Many Haitians have complained about the sluggish arrival of aid, while fresh tremors are adding to anxiety.

In the coastal city of Les Cayes, one of the areas worst hit by the quake, residents were jolted from their beds by a fresh aftershock overnight.

There were no immediate reports of damage, a police officer said. Families slept on mattresses on the streets across the city, nervous about the state of buildings.

Haiti is the poorest country in the Americas, and is still recovering from a 2010 quake that killed more than 200,000.

Foreign nations have been ramping up aid deliveries.
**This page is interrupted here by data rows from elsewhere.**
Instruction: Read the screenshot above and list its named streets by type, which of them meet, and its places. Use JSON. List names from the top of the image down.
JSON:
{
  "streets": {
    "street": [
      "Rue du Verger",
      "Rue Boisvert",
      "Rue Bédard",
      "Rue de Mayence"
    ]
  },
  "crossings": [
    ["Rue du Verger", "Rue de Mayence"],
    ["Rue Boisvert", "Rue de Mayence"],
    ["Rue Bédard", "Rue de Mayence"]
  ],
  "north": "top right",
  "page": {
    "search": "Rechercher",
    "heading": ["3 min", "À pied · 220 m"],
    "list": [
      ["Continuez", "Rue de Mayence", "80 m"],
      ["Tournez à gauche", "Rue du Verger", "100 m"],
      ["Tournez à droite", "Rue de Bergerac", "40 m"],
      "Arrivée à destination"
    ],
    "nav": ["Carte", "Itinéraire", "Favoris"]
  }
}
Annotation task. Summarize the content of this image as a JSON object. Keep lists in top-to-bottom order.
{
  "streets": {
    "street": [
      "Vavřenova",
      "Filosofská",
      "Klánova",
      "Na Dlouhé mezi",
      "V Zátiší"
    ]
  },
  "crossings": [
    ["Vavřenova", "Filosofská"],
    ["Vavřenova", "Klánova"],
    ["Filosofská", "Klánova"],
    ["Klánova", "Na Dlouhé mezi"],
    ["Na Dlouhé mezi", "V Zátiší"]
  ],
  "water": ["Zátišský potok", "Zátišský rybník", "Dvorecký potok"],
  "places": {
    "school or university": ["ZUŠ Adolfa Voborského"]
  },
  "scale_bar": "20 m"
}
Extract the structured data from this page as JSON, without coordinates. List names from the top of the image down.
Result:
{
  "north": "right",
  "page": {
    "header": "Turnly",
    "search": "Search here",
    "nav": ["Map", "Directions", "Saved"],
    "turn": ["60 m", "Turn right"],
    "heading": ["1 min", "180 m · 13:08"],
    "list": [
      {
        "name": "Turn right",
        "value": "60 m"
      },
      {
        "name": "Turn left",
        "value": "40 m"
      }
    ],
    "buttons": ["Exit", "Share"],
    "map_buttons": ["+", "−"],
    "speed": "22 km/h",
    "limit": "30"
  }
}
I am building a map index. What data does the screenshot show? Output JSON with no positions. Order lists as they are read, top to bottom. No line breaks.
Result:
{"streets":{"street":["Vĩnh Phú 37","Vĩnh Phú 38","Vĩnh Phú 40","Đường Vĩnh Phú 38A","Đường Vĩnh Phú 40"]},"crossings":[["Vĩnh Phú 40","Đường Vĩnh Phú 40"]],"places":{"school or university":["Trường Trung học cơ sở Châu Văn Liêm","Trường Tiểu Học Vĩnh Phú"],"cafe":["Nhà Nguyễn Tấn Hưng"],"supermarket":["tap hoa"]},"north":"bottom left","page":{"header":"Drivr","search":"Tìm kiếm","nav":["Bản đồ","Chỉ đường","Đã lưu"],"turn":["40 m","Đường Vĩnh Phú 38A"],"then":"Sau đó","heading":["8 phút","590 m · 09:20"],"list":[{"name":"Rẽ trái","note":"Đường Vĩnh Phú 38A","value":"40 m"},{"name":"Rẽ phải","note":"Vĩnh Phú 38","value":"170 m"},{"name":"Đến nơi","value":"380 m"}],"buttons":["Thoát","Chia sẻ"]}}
The United States on Thursday dispatched the warship USS Arlington to offer humanitarian assistance while the US Coast Guard was transporting the injured from Les Cayes to Port-au-Prince.

France also sent a ship with humanitarian cargo, a helicopter and 25 soldiers, said Florence Parly, the French armed forces minister.

The latest disaster struck just weeks after President Jovenel Moise was assassinated on July 7, plunging the nation of 11 million people deeper into a political crisis that has worsened its economic woes.

The national civil protection agency said late on Wednesday 12,200 people were injured in the quake.

But local officials are still tallying the dead.

Prime Minister Ariel Henry said late on Wednesday the whole country was physically and mentally devastated.

"Our hearts are tearing apart; some of our compatriots are still under the rubble," he said, appealing for the troubled nation to come together at a time of crisis. "The days ahead will be difficult and often painful."